* **About this task**
Set down the data below from its first line to the line holding "middle pip: (534, 132)", inclusive; omit all pictures.

Data records START

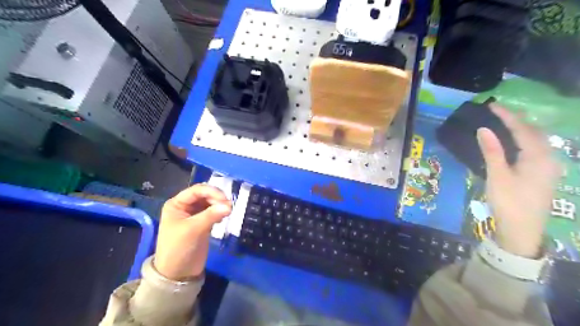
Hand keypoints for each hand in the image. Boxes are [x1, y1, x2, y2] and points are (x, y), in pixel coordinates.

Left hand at [153, 183, 231, 279]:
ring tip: (227, 213)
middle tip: (229, 207)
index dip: (212, 192)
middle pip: (205, 195)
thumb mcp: (193, 230)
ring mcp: (194, 215)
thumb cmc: (179, 249)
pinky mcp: (202, 223)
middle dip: (217, 199)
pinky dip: (219, 212)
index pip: (197, 190)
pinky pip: (213, 212)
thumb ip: (211, 215)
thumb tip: (230, 205)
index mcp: (176, 204)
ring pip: (210, 203)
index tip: (225, 200)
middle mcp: (185, 206)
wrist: (178, 274)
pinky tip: (222, 219)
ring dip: (219, 205)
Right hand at [475, 103, 561, 257]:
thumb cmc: (508, 202)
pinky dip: (525, 140)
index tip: (492, 105)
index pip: (522, 129)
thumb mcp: (497, 176)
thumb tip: (483, 129)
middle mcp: (548, 159)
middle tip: (498, 112)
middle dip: (517, 119)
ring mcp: (549, 168)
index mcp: (538, 157)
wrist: (522, 231)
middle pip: (534, 132)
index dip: (507, 116)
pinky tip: (515, 142)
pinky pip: (536, 150)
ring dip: (522, 129)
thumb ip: (492, 151)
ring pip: (537, 141)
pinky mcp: (544, 175)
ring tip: (505, 122)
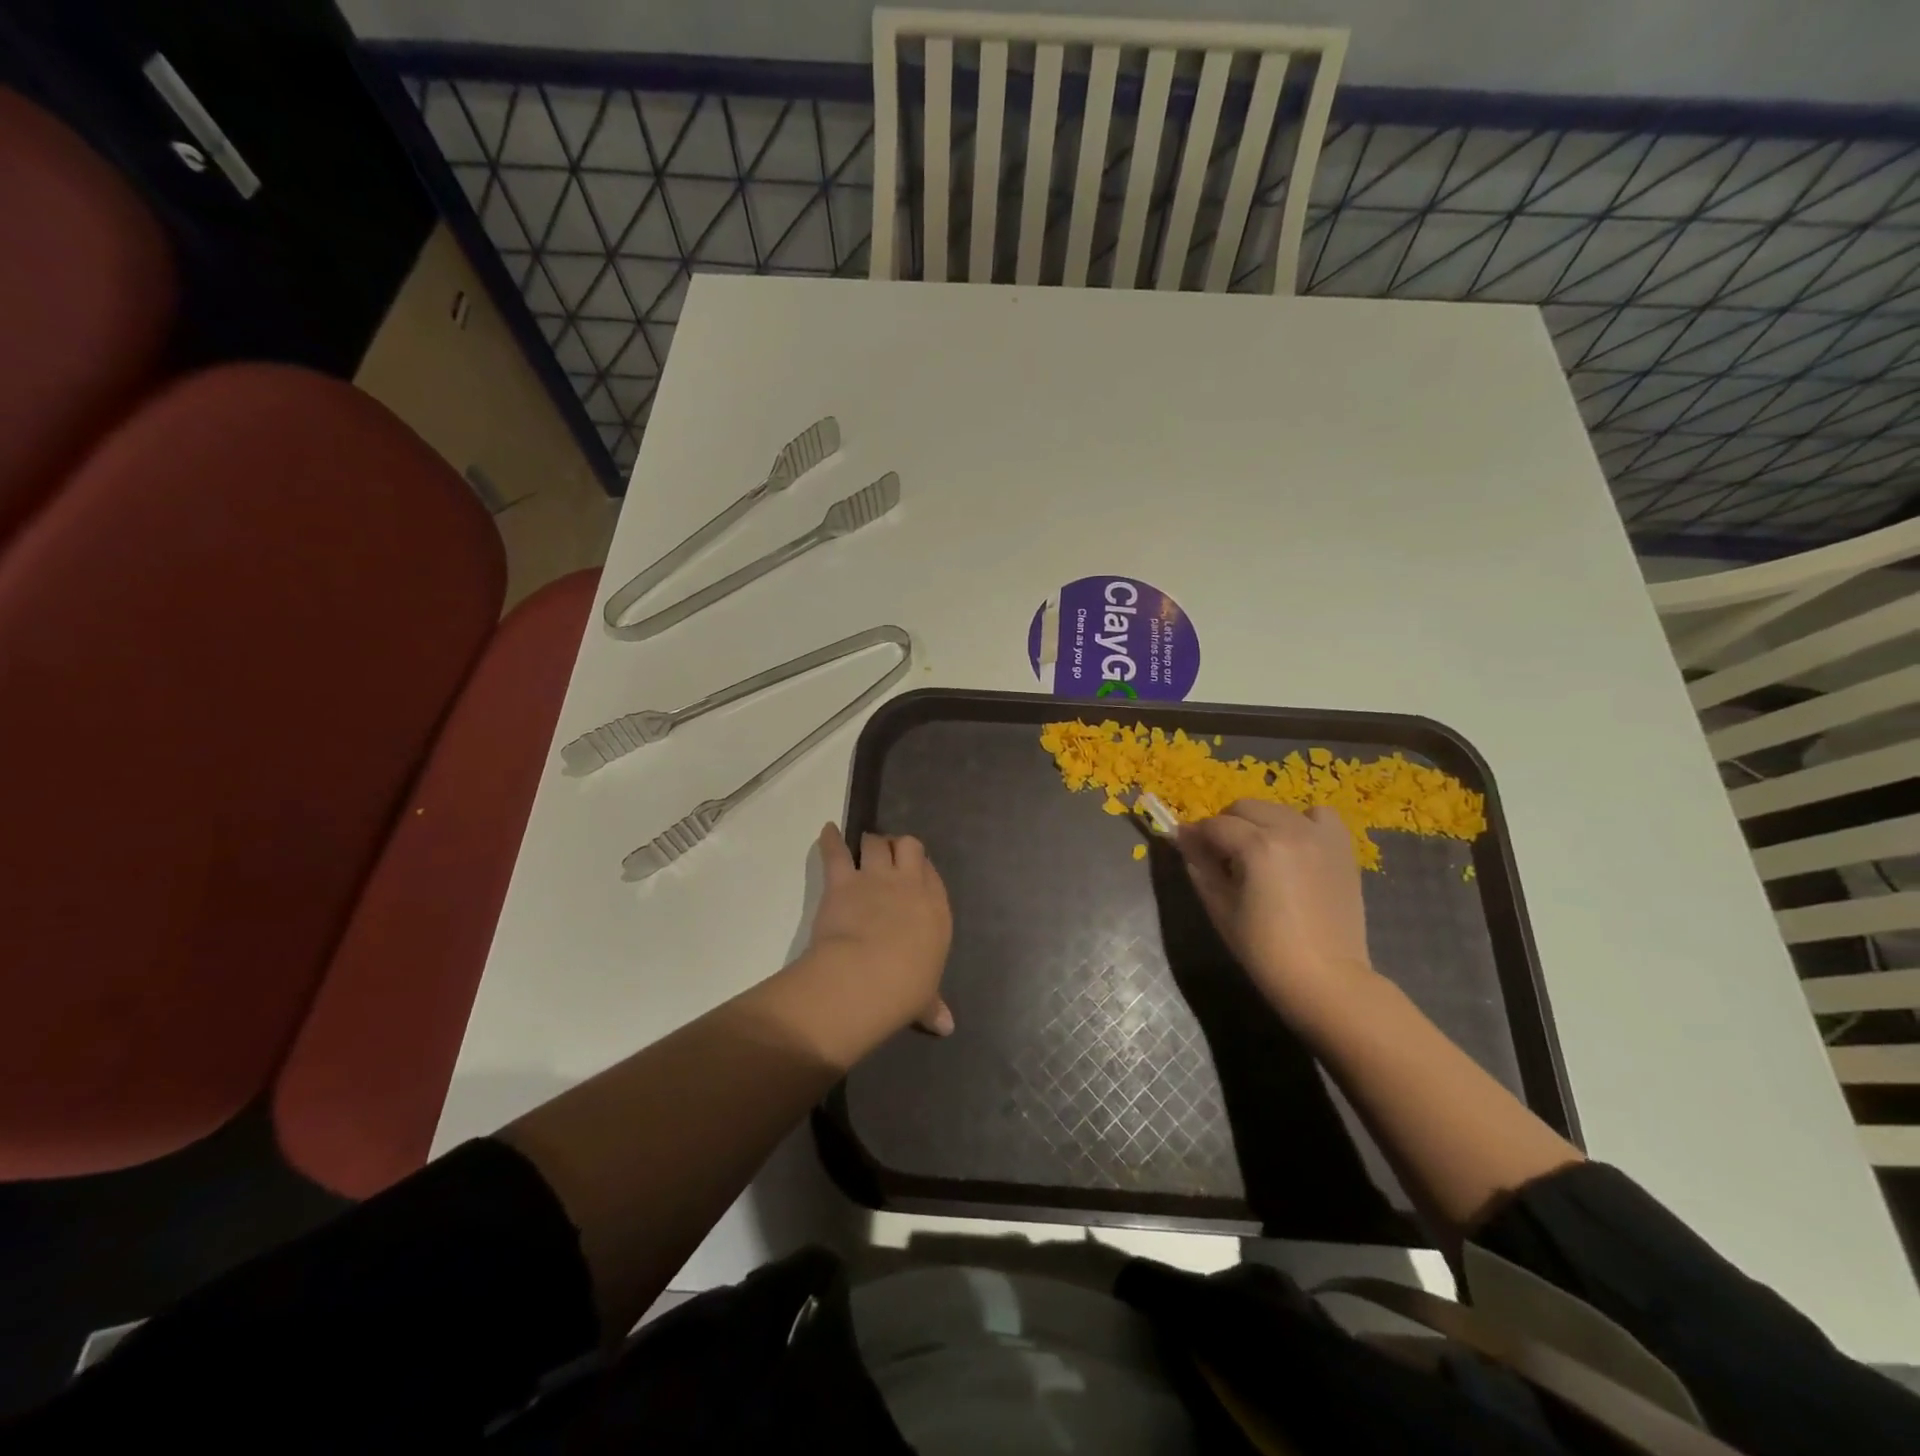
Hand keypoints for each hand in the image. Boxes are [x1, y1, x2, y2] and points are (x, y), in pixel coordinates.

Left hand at [806, 822, 953, 1037]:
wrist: (869, 976)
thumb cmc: (906, 989)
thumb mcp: (924, 999)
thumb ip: (933, 1006)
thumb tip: (947, 1027)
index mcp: (936, 910)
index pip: (933, 877)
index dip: (923, 873)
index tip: (915, 877)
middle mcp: (910, 885)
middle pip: (910, 848)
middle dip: (900, 848)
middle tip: (891, 854)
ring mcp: (877, 878)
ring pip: (877, 843)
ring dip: (871, 841)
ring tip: (865, 842)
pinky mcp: (844, 880)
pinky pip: (836, 851)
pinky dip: (830, 839)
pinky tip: (827, 830)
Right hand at [1175, 800, 1375, 1021]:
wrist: (1325, 978)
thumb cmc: (1264, 949)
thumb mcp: (1220, 907)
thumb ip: (1199, 866)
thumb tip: (1183, 838)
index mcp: (1257, 847)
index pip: (1214, 825)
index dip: (1196, 835)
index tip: (1187, 847)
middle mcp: (1290, 830)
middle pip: (1244, 807)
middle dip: (1226, 825)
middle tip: (1221, 854)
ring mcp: (1320, 836)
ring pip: (1277, 808)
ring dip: (1259, 822)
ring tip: (1257, 851)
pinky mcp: (1341, 848)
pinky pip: (1318, 815)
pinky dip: (1301, 822)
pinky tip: (1294, 845)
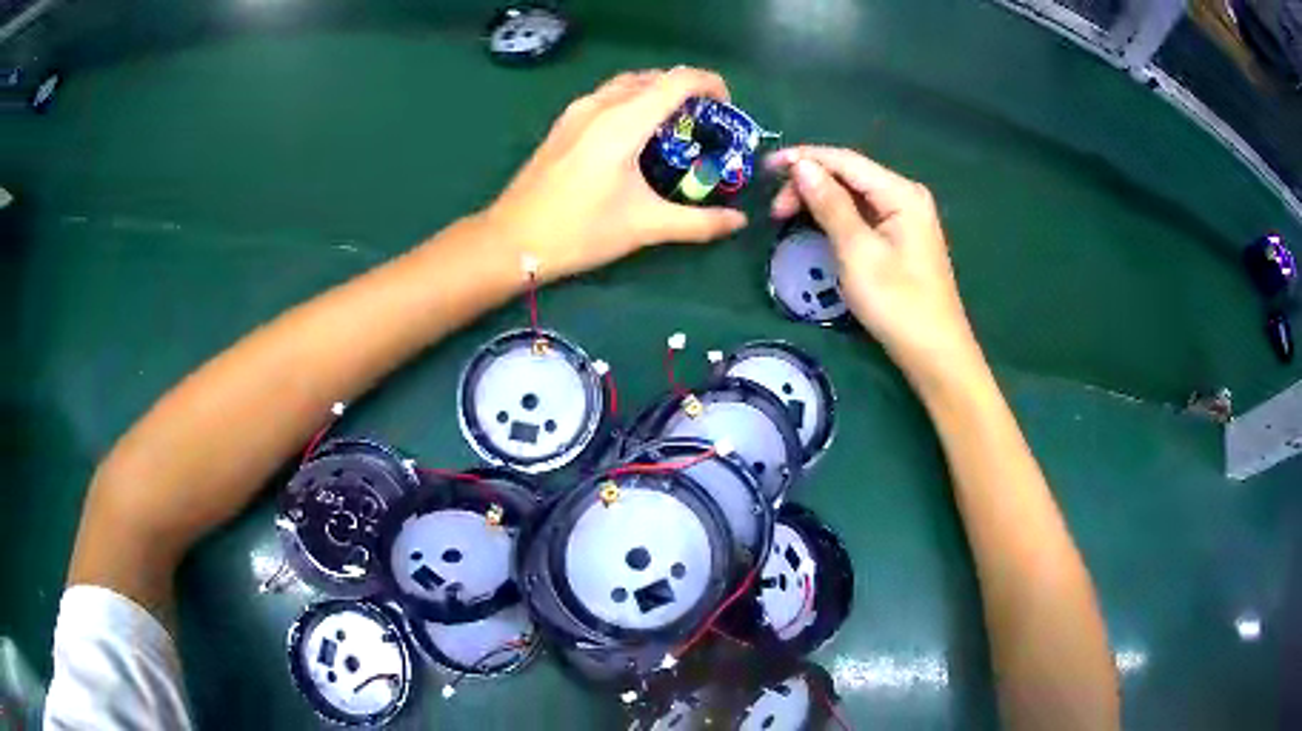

Data records END

* **Problem solution**
Hand keypoints for each hand in the image. Boxes are [x1, y1, x2, y2] and points are (x, y), in pixel coordinates.

Left hand at [153, 183, 231, 279]:
ring tip: (227, 213)
middle tip: (229, 207)
index dip: (212, 192)
middle pip: (205, 195)
thumb mcp: (193, 230)
ring mcp: (194, 215)
thumb cmc: (179, 249)
pinky mcp: (202, 223)
middle dip: (217, 199)
pinky dip: (219, 212)
index pip: (197, 190)
pinky pip: (213, 212)
thumb ip: (211, 215)
thumb tip: (230, 205)
index mcp: (176, 204)
ring pip: (210, 203)
index tip: (225, 200)
middle mcp: (185, 206)
wrist: (178, 274)
pinky tip: (222, 219)
ring dip: (219, 205)
Right hand at [475, 103, 561, 257]:
thumb cmc: (508, 202)
pinky dip: (525, 140)
index tip: (492, 105)
index pip: (522, 129)
thumb mcp: (497, 176)
thumb tip: (483, 129)
middle mcp: (548, 159)
middle tip: (498, 112)
middle dip: (517, 119)
ring mcp: (549, 168)
index mcp: (538, 157)
wrist: (522, 231)
middle pip: (534, 132)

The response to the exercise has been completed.